■ Task statement: The answer should be an exact repeat of the stretch of material below from the line containing "auto R=[&](float x, float" through the line containing "auto P=[&](const char*".
····················
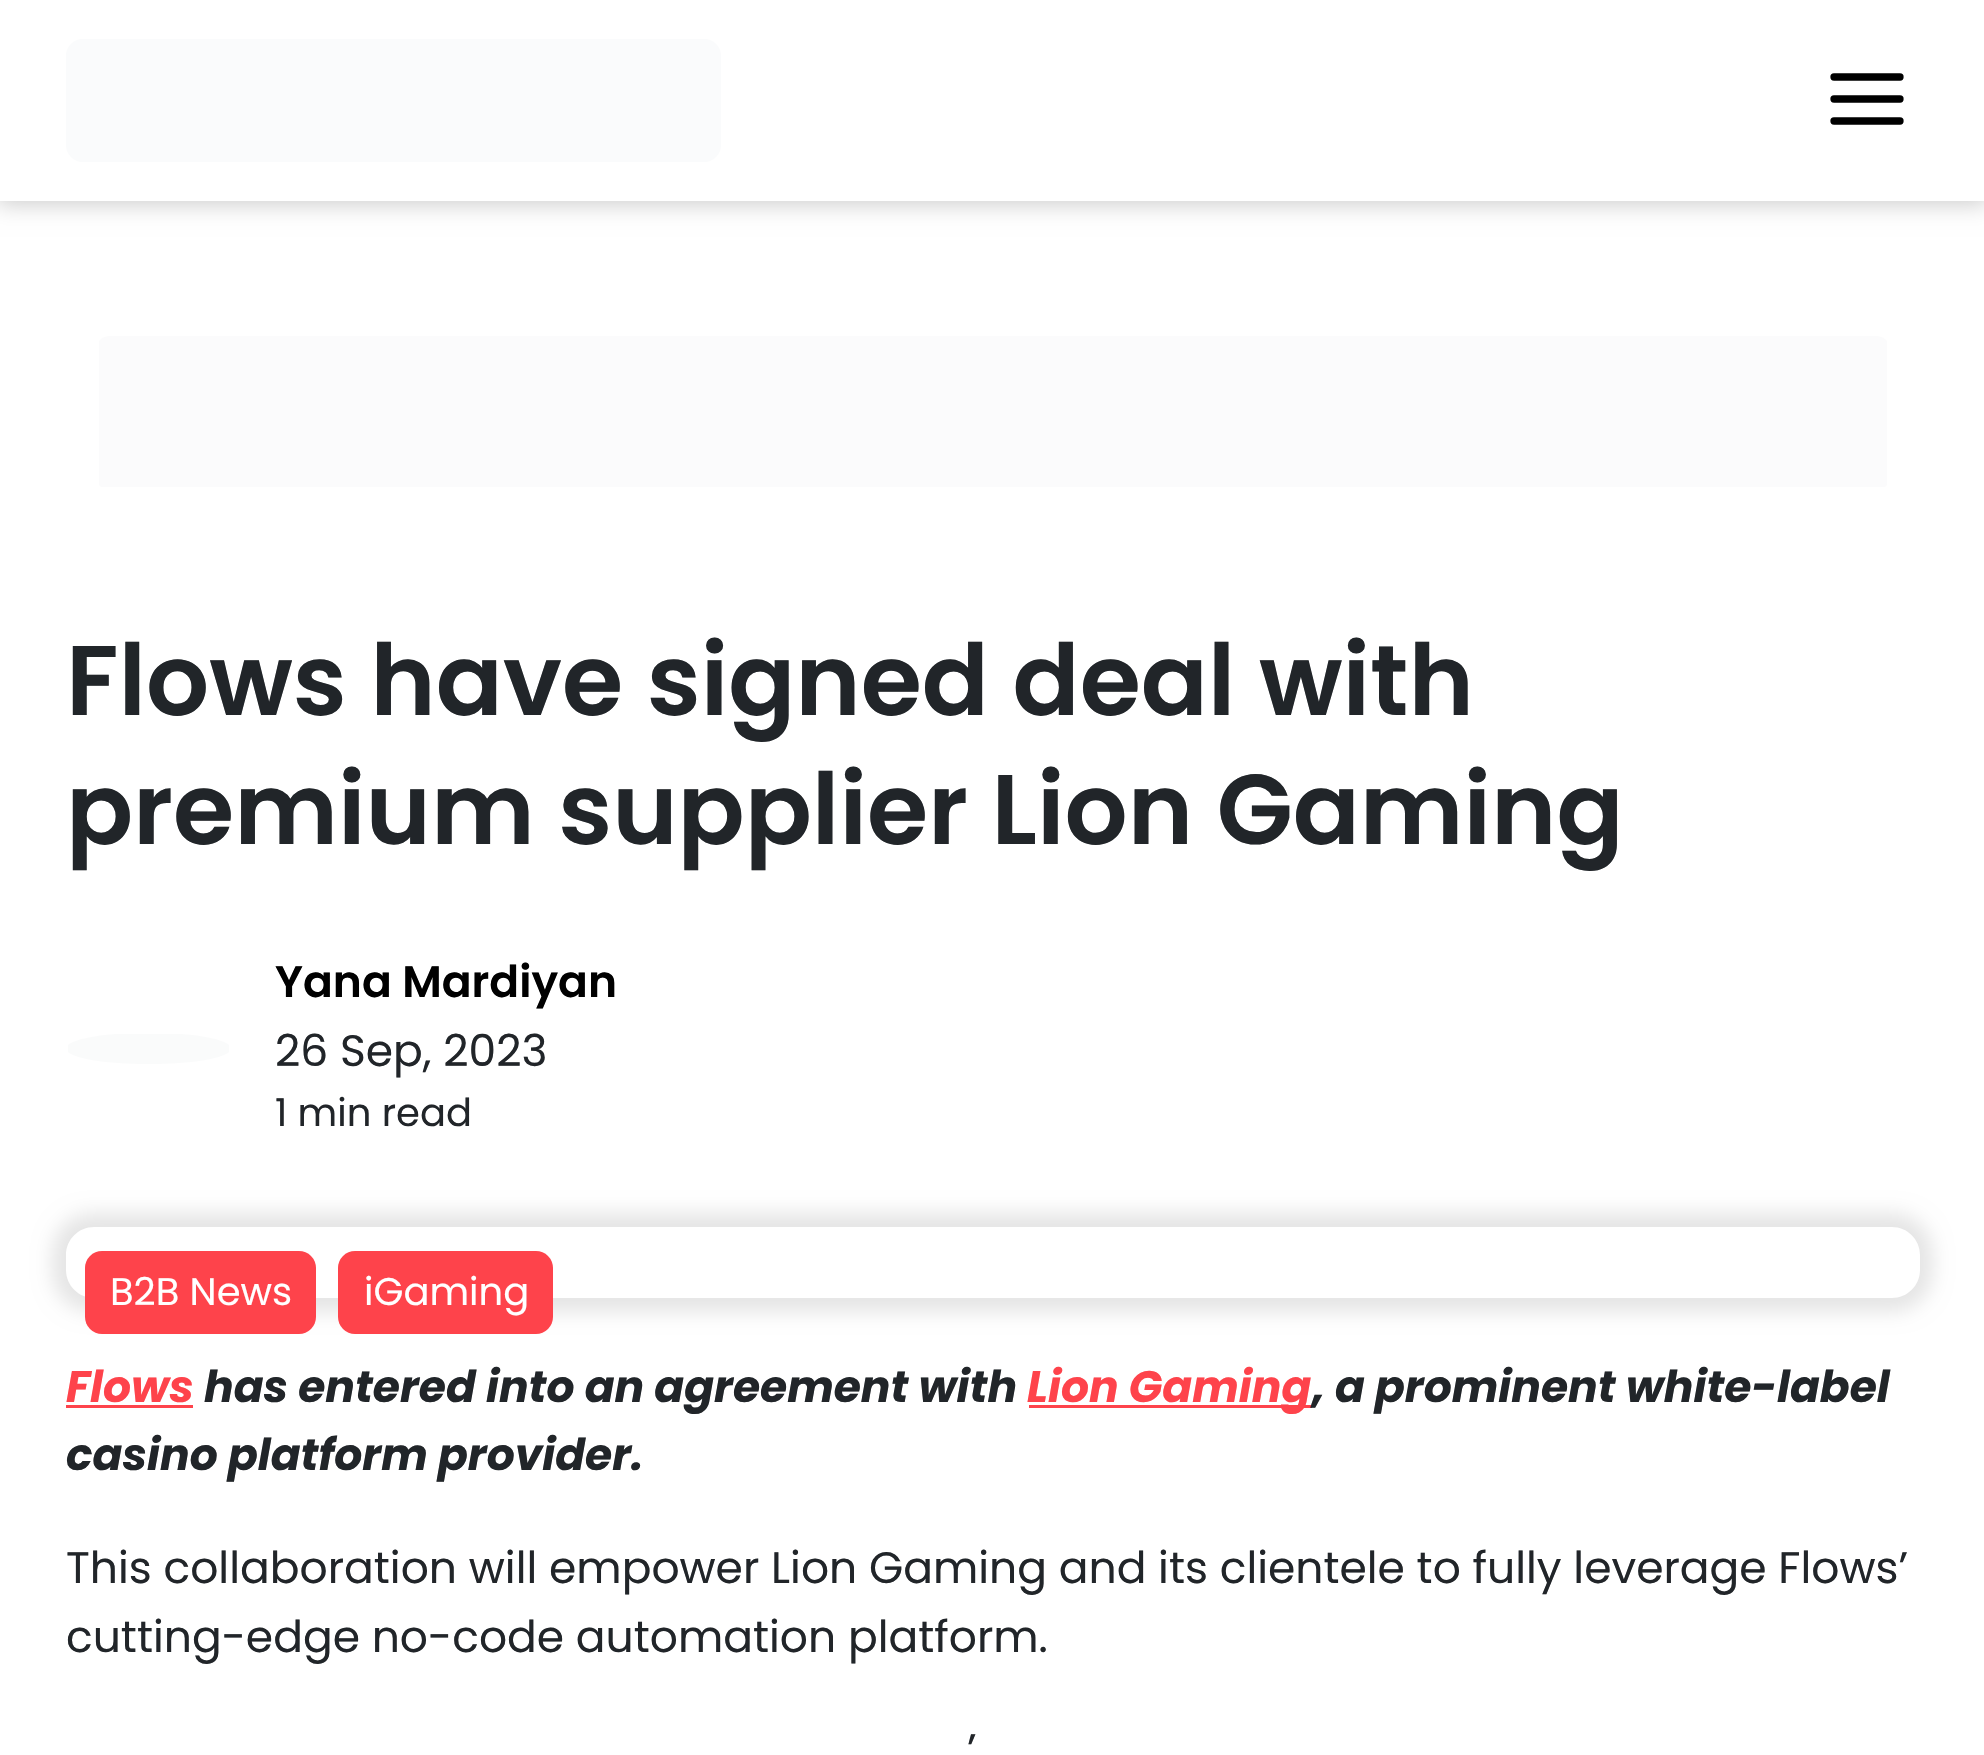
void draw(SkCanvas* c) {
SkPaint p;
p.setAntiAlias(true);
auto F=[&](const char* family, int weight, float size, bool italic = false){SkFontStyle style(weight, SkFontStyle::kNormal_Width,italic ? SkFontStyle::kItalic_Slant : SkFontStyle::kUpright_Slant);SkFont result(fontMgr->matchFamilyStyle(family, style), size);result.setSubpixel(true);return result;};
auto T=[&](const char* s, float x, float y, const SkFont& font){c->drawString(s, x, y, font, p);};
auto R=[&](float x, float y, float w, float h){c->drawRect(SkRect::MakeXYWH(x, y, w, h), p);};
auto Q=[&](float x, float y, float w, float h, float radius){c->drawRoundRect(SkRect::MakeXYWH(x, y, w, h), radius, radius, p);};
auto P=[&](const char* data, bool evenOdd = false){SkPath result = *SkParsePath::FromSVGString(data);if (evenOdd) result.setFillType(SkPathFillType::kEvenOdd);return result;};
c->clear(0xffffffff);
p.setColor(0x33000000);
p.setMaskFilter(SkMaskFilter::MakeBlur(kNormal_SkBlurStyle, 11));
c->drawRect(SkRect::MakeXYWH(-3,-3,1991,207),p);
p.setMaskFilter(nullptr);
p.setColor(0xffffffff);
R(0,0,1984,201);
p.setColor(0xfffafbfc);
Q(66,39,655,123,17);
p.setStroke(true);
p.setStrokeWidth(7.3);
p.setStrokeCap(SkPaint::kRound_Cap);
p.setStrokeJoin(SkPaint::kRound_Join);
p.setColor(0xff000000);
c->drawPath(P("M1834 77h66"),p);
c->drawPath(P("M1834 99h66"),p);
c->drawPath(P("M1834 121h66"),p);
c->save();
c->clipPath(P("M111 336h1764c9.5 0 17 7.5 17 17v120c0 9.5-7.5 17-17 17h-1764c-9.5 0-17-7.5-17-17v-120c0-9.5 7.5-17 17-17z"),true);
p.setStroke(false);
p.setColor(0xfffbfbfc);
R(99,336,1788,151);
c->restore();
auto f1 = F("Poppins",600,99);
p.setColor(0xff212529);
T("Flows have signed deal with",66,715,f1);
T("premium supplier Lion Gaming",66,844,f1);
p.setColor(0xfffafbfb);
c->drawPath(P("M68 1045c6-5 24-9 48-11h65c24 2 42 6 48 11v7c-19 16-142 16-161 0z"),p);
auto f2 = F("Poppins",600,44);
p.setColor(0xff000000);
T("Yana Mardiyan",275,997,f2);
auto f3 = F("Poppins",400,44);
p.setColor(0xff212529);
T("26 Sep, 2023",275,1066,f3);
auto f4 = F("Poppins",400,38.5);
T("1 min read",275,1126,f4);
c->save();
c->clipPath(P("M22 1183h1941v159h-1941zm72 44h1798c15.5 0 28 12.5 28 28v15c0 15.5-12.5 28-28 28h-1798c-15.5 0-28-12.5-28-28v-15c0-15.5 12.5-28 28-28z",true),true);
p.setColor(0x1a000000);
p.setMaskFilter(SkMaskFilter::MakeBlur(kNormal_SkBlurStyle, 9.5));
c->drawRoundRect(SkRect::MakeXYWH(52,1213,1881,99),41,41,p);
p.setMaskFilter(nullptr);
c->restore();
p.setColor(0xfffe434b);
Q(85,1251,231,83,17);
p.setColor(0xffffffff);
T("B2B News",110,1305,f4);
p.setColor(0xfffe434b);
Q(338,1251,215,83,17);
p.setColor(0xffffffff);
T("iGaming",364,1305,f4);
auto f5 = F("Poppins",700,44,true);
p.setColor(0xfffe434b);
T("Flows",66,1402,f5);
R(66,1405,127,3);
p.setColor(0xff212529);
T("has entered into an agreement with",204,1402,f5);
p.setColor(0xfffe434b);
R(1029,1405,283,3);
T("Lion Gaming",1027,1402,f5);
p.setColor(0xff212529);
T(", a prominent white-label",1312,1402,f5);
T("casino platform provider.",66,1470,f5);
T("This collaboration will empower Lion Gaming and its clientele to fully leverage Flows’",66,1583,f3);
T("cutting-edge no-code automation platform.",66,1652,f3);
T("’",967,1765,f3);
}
····················
■ Result:
auto R=[&](float x, float y, float w, float h){c->drawRect(SkRect::MakeXYWH(x, y, w, h), p);};
auto Q=[&](float x, float y, float w, float h, float radius){c->drawRoundRect(SkRect::MakeXYWH(x, y, w, h), radius, radius, p);};
auto P=[&](const char* data, bool evenOdd = false){SkPath result = *SkParsePath::FromSVGString(data);if (evenOdd) result.setFillType(SkPathFillType::kEvenOdd);return result;};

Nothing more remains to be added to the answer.